▸ Problem statement:
Transcribe the data underneath exactly, keeping every word in place.

▸ The data:
---+---
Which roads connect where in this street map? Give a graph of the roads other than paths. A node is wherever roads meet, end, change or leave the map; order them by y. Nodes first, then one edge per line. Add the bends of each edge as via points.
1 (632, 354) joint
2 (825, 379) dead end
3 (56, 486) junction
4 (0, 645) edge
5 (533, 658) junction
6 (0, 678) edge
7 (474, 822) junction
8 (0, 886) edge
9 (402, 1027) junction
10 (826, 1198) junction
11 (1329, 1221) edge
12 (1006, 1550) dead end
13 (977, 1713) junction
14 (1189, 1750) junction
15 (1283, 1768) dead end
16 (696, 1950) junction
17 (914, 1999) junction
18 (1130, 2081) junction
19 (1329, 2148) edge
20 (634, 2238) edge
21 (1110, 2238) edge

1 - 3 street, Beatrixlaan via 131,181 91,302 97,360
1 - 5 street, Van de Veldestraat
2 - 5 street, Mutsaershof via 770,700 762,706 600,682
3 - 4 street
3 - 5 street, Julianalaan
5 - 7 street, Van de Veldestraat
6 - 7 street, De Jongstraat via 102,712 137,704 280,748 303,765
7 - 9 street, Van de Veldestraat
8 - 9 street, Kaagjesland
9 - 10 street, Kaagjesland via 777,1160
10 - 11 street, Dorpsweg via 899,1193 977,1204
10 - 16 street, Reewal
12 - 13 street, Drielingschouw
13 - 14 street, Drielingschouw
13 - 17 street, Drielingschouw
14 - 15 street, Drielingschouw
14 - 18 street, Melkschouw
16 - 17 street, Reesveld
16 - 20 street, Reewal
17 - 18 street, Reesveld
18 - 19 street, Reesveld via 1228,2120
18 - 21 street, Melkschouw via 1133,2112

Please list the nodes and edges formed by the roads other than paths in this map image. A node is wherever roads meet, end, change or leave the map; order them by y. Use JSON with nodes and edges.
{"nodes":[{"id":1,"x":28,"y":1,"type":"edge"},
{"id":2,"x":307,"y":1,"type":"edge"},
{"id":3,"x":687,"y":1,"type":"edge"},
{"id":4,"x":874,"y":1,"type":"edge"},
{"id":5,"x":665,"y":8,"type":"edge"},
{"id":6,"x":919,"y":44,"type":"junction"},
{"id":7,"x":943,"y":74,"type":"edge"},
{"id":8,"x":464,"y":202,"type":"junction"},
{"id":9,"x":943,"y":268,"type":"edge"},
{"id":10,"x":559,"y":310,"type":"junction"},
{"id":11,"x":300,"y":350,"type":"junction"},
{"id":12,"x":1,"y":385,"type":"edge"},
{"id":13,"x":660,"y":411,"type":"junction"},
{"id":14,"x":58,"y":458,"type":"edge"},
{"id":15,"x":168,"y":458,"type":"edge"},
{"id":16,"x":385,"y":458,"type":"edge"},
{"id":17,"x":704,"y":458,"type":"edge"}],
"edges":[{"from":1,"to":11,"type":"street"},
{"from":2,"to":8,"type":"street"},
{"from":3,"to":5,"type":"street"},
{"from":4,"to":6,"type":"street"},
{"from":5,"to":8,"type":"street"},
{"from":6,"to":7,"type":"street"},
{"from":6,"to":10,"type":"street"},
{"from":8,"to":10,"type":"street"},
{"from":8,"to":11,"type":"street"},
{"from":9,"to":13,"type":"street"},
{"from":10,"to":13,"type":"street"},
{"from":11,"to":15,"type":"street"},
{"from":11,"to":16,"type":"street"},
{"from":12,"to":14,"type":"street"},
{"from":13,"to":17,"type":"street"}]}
---+---
▸ Response to this exercise:
Which roads connect where in this street map? Give a graph of the roads other than paths. A node is wherever roads meet, end, change or leave the map; order them by y. Nodes first, then one edge per line. Add the bends of each edge as via points.
1 (632, 354) joint
2 (825, 379) dead end
3 (56, 486) junction
4 (0, 645) edge
5 (533, 658) junction
6 (0, 678) edge
7 (474, 822) junction
8 (0, 886) edge
9 (402, 1027) junction
10 (826, 1198) junction
11 (1329, 1221) edge
12 (1006, 1550) dead end
13 (977, 1713) junction
14 (1189, 1750) junction
15 (1283, 1768) dead end
16 (696, 1950) junction
17 (914, 1999) junction
18 (1130, 2081) junction
19 (1329, 2148) edge
20 (634, 2238) edge
21 (1110, 2238) edge

1 - 3 street, Beatrixlaan via 131,181 91,302 97,360
1 - 5 street, Van de Veldestraat
2 - 5 street, Mutsaershof via 770,700 762,706 600,682
3 - 4 street
3 - 5 street, Julianalaan
5 - 7 street, Van de Veldestraat
6 - 7 street, De Jongstraat via 102,712 137,704 280,748 303,765
7 - 9 street, Van de Veldestraat
8 - 9 street, Kaagjesland
9 - 10 street, Kaagjesland via 777,1160
10 - 11 street, Dorpsweg via 899,1193 977,1204
10 - 16 street, Reewal
12 - 13 street, Drielingschouw
13 - 14 street, Drielingschouw
13 - 17 street, Drielingschouw
14 - 15 street, Drielingschouw
14 - 18 street, Melkschouw
16 - 17 street, Reesveld
16 - 20 street, Reewal
17 - 18 street, Reesveld
18 - 19 street, Reesveld via 1228,2120
18 - 21 street, Melkschouw via 1133,2112

Please list the nodes and edges formed by the roads other than paths in this map image. A node is wherever roads meet, end, change or leave the map; order them by y. Use JSON with nodes and edges.
{"nodes":[{"id":1,"x":28,"y":1,"type":"edge"},
{"id":2,"x":307,"y":1,"type":"edge"},
{"id":3,"x":687,"y":1,"type":"edge"},
{"id":4,"x":874,"y":1,"type":"edge"},
{"id":5,"x":665,"y":8,"type":"edge"},
{"id":6,"x":919,"y":44,"type":"junction"},
{"id":7,"x":943,"y":74,"type":"edge"},
{"id":8,"x":464,"y":202,"type":"junction"},
{"id":9,"x":943,"y":268,"type":"edge"},
{"id":10,"x":559,"y":310,"type":"junction"},
{"id":11,"x":300,"y":350,"type":"junction"},
{"id":12,"x":1,"y":385,"type":"edge"},
{"id":13,"x":660,"y":411,"type":"junction"},
{"id":14,"x":58,"y":458,"type":"edge"},
{"id":15,"x":168,"y":458,"type":"edge"},
{"id":16,"x":385,"y":458,"type":"edge"},
{"id":17,"x":704,"y":458,"type":"edge"}],
"edges":[{"from":1,"to":11,"type":"street"},
{"from":2,"to":8,"type":"street"},
{"from":3,"to":5,"type":"street"},
{"from":4,"to":6,"type":"street"},
{"from":5,"to":8,"type":"street"},
{"from":6,"to":7,"type":"street"},
{"from":6,"to":10,"type":"street"},
{"from":8,"to":10,"type":"street"},
{"from":8,"to":11,"type":"street"},
{"from":9,"to":13,"type":"street"},
{"from":10,"to":13,"type":"street"},
{"from":11,"to":15,"type":"street"},
{"from":11,"to":16,"type":"street"},
{"from":12,"to":14,"type":"street"},
{"from":13,"to":17,"type":"street"}]}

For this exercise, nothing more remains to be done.